A former colleague, Geoffrey Moore, touches upon the idea of success and innovation in his new book, Escape Velocity.  He lays out a smart systematic approach called the “The Hierarchy of Powers” that challenges organizations to look at the whole company from a success vector.  As he drills down, he shares tools and models that set the stage for large companies to be innovation friendly and carve a path that will ultimately garner greater profits.
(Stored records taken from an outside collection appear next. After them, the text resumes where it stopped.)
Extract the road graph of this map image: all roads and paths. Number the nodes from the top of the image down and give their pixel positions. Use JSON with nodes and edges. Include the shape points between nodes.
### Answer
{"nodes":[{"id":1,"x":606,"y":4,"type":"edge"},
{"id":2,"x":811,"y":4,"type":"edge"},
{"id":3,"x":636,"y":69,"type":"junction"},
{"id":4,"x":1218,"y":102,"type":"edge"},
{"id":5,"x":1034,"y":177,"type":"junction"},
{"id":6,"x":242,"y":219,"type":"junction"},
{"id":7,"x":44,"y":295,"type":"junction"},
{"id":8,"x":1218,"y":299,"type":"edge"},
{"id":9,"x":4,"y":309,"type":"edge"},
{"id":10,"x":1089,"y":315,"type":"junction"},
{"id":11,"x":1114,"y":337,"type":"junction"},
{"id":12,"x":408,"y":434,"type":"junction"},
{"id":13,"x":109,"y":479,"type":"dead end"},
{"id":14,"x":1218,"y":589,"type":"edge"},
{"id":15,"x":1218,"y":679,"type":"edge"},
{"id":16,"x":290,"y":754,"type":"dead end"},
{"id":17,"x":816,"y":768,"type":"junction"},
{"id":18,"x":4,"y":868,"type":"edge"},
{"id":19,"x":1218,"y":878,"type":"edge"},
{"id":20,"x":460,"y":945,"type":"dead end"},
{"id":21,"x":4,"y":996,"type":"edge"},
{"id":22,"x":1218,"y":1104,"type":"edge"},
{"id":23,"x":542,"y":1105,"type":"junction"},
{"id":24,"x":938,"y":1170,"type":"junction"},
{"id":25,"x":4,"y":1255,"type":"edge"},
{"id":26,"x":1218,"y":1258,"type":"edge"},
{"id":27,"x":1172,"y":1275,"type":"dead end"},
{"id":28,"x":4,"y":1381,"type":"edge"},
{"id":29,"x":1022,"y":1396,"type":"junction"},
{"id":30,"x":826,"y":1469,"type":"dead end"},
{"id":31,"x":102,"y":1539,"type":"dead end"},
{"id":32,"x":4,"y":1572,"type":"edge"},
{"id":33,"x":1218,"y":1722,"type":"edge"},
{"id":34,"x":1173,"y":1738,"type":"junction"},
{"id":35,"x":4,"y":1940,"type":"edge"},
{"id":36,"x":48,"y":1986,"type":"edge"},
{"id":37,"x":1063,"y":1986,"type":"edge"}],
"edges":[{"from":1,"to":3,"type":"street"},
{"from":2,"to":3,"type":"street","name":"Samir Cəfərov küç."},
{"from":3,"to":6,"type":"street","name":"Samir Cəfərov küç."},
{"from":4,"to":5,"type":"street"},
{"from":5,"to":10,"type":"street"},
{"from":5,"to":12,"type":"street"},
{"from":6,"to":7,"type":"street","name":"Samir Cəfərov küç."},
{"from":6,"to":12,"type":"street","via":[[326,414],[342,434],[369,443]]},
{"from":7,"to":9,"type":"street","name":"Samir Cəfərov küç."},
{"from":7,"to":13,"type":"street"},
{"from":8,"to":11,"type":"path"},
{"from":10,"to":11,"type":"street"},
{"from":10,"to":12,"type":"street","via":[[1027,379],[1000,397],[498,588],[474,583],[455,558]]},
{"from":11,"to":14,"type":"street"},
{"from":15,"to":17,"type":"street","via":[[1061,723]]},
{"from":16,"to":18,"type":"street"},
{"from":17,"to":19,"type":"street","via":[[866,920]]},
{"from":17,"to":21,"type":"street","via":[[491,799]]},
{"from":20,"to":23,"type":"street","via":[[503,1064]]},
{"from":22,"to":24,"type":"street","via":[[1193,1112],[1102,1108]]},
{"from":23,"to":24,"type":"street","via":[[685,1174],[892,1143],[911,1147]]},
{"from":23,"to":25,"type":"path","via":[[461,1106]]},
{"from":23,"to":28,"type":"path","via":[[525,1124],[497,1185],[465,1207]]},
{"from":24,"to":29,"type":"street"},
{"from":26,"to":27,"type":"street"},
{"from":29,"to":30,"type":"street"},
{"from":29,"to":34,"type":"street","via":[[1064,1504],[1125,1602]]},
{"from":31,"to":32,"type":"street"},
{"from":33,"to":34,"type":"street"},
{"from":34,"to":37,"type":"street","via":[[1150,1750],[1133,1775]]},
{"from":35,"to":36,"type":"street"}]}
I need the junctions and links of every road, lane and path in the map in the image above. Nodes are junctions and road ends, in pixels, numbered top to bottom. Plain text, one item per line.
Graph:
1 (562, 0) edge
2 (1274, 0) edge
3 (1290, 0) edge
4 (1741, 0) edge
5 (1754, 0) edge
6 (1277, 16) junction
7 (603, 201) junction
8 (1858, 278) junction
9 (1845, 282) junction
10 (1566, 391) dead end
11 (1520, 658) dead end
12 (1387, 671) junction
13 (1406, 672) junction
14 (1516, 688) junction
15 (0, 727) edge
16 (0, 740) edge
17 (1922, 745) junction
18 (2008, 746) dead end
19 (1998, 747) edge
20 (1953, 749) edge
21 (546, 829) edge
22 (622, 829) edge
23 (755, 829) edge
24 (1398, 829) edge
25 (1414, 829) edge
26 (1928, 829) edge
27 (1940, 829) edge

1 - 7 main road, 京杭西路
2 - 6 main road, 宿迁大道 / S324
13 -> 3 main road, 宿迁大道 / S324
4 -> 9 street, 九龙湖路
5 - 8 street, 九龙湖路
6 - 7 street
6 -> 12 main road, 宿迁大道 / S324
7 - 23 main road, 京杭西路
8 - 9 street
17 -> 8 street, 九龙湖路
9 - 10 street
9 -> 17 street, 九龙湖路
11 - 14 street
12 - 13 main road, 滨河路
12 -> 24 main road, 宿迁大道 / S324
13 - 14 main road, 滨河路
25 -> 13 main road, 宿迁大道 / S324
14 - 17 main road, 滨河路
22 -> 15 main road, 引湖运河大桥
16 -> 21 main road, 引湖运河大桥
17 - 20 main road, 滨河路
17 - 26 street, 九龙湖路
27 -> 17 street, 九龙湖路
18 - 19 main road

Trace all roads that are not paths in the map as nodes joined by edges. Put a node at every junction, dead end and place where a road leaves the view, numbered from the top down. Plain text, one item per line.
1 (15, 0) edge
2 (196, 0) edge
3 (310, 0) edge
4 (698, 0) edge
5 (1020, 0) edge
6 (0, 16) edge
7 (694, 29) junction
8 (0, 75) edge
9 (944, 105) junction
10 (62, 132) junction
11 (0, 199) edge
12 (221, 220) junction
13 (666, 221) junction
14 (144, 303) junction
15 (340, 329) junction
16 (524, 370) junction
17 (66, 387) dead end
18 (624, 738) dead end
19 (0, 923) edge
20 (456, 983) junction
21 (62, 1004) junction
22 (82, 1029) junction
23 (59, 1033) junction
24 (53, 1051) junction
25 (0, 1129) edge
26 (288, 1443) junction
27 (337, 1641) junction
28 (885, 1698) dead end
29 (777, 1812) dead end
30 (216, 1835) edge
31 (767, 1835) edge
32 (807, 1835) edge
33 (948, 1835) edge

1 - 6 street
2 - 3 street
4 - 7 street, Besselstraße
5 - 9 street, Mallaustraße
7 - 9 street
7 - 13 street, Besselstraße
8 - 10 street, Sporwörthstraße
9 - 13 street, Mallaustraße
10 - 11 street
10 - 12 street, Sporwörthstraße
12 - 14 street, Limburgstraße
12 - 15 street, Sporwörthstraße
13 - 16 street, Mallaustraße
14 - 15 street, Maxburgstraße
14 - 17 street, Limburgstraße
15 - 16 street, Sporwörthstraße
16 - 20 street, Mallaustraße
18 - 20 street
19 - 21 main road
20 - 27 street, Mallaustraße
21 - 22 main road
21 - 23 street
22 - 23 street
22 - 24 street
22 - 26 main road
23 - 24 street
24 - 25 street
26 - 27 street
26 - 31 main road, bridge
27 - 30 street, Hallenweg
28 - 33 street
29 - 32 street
How do you measure the progress of an innovative product?  Unfortunately new innovation typically dies before it comes to market.  Whether using the inside or outside path mentioned earlier, companies with good intentions embrace an idea and run forward.  To curate innovation from within a corporate environment a tipping point approach is recommended.  Moore discusses tipping point execution as a means toward success.  Simply described, step one  establishes  a model with set project indicators and metrics to measure progress, and step two, creates a milestone-based plan that is formulated working backwards from the desired end result.   If a tipping point approach is not considered, innovators typically enter a vicious cycle of reselling the idea to senior management whereas the effort becomes defocused then dies.  In addition, the tipping point methodology is quite versatile and can be applied to products entering markets where social media increasingly plays an influential role — tapping into peer communities.  Peer group influence can push products in or out of favor and move the “why to buy” to the “I have to buy” tipping point.

To harvest ideas into successful and commercially viable products is always the challenge and undeniable hard work.  If innovation remains the brass ring (what you grab) in technology companies then attaining innovation success is the Holy Grail (the ultimate quest).